1994 Plzeň municipal election
| 18–19 November 1994 |

All 47 seats in the Assembly 23 seats needed for a majority
|  | First party | Second party | Third party |
| Leader | Zdeněk Prosek | Josef Průša | Jiří Maštálka |
| Party | ODS | ČSSD | KSČM |
| Seats won | 16 | 7 | 7 |
| Popular vote | 1,092,246 | 437,162 | 434,202 |
| Percentage | 33.7% | 13.5% | 13.4% |
|  | Fourth party | Fifth party | Sixth party |
| Leader | Vladimír Duchek | Roman Dohnal | Josef Krejsa |
| Party | ODA | Lidovci | SPR–RSČ |
| Seats won | 5 | 3 | 2 |
| Popular vote | 327,007 | 170,335 | 165,568 |
| Percentage | 10.1% | 5.3% | 5.1% |
| Mayor before election Zdeněk Mraček Independent | Elected mayor Zdeněk Prosek ODS |

= 1994 Plzeň municipal election =

Plzeň municipal election in 1994 was held as part of 1994 Czech municipal elections.
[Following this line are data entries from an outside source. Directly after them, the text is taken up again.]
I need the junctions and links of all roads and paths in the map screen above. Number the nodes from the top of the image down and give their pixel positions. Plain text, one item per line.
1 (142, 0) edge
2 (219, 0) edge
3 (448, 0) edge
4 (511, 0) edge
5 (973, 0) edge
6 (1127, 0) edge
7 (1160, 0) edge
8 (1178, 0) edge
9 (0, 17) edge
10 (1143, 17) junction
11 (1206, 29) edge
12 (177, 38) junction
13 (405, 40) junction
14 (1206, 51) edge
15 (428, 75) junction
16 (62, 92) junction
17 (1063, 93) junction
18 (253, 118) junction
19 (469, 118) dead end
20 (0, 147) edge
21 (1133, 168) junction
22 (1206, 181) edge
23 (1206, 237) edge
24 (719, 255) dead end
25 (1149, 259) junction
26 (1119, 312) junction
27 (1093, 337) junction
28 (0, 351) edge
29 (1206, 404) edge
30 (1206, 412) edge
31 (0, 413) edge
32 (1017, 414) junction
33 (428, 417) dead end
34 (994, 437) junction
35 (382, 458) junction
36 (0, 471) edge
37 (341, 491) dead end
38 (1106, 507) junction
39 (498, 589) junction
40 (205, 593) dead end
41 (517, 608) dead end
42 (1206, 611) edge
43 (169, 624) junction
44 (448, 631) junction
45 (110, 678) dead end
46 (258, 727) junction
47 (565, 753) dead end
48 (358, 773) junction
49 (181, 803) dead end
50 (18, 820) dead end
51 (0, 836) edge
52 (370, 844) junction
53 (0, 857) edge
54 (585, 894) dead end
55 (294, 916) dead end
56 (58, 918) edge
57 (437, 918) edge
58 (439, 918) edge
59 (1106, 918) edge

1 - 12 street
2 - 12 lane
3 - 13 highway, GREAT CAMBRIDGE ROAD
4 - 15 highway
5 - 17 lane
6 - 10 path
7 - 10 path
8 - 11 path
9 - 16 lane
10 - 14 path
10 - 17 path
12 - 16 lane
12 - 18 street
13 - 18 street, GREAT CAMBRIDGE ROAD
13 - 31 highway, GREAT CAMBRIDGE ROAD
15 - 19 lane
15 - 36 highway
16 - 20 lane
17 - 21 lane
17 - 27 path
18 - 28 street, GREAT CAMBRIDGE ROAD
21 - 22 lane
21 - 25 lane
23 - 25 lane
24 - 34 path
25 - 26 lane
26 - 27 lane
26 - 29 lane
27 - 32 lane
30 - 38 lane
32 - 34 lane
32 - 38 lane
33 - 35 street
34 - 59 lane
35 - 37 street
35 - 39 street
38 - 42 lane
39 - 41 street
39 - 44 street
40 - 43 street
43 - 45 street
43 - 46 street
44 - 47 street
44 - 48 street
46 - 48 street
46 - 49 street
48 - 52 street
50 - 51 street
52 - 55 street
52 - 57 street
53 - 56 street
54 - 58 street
It was held on 18 and 19 November 1994. It was the first election since dissolution of Czechoslovakia. The Civic Democratic Party has won the election. Zdeněk Prosek became the new Mayor when he replaced Zdeněk Mraček.

==Background==
Camapgin of ODS was formed centrally. The main motto was "Calmly and responsibly." ODS focused on privatisation during the campaign.

==Results==

| Party |  | Votes | % | Seats |
|---|---|---|---|---|
|  | Civic Democratic Party | 1,092,246 | 33.68 | 16 |
|  | Czech Social Democratic Party | 437,162 | 13.48 | 7 |
|  | Communist Party of Bohemia and Moravia | 434,202 | 13.39 | 7 |
|  | Civic Democratic Alliance | 327,007 | 10.08 | 5 |
|  | KDU–ČSL-KDS-KAN | 170,335 | 5.25 | 3 |
|  | SPR–RSČ-SDČR | 165,568 | 5.11 | 2 |
|  | Pensioners for Life Security | 163,080 | 5.03 | 2 |
|  | Democratic Union | 153,392 | 4.73 | 2 |
|  | Free Democrats (OH) and Independent Candidates | 98,958 | 3.05 | 1 |
|  | Green Party | 86,896 | 2.68 | 1 |
|  | Liberal National Social Party | 84,346 | 2.60 | 1 |
|  | Left Bloc | 12,660 | 0.39 | 0 |
|  | Businessmen's, Traders' and Farmers' Party | 9,592 | 0.30 | 0 |
|  | Conservative Party | 7,162 | 0.22 | 0 |

==Aftermath==
ODS formed coalition with ODA and KDU-ČSL. Zdeněk prosek became the new Mayor.